Goal of the exercise:
Any picture in the listing is left out of the copy; all else is duplicated exactly.

Dataset entries:
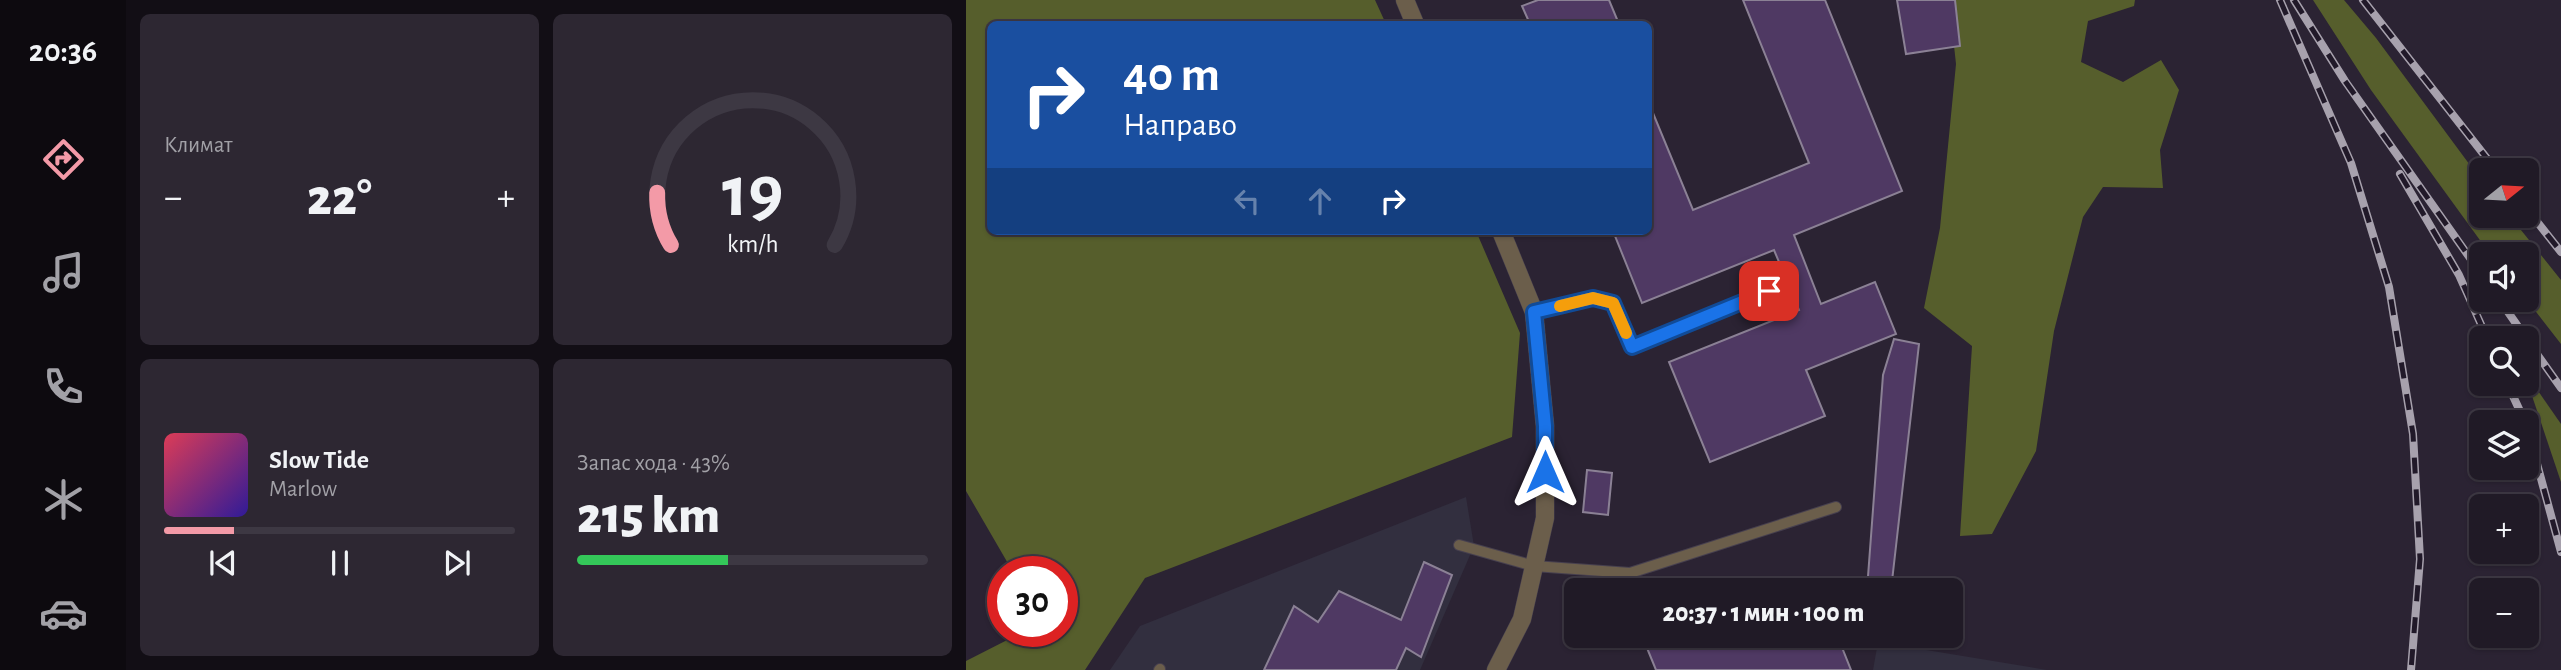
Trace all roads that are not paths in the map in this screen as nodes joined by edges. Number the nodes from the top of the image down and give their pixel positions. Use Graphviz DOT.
graph roads {
  1 [pos="1405,0"];
  2 [pos="1414,21"];
  3 [pos="1503,235"];
  4 [pos="1769,291"];
  5 [pos="1534,312"];
  6 [pos="1836,507"];
  7 [pos="1459,545"];
  8 [pos="1534,566"];
  9 [pos="1496,670"];
  1 -- 2 [label="street"];
  3 -- 5 [label="street"];
  4 -- 5 [label="lane"];
  5 -- 8 [label="street"];
  6 -- 8 [label="lane"];
  7 -- 8 [label="lane"];
  8 -- 9 [label="street"];
}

Your solution:
Trace all roads that are not paths in the map in this screen as nodes joined by edges. Number the nodes from the top of the image down and give their pixel positions. Use Graphviz DOT.
graph roads {
  1 [pos="1405,0"];
  2 [pos="1414,21"];
  3 [pos="1503,235"];
  4 [pos="1769,291"];
  5 [pos="1534,312"];
  6 [pos="1836,507"];
  7 [pos="1459,545"];
  8 [pos="1534,566"];
  9 [pos="1496,670"];
  1 -- 2 [label="street"];
  3 -- 5 [label="street"];
  4 -- 5 [label="lane"];
  5 -- 8 [label="street"];
  6 -- 8 [label="lane"];
  7 -- 8 [label="lane"];
  8 -- 9 [label="street"];
}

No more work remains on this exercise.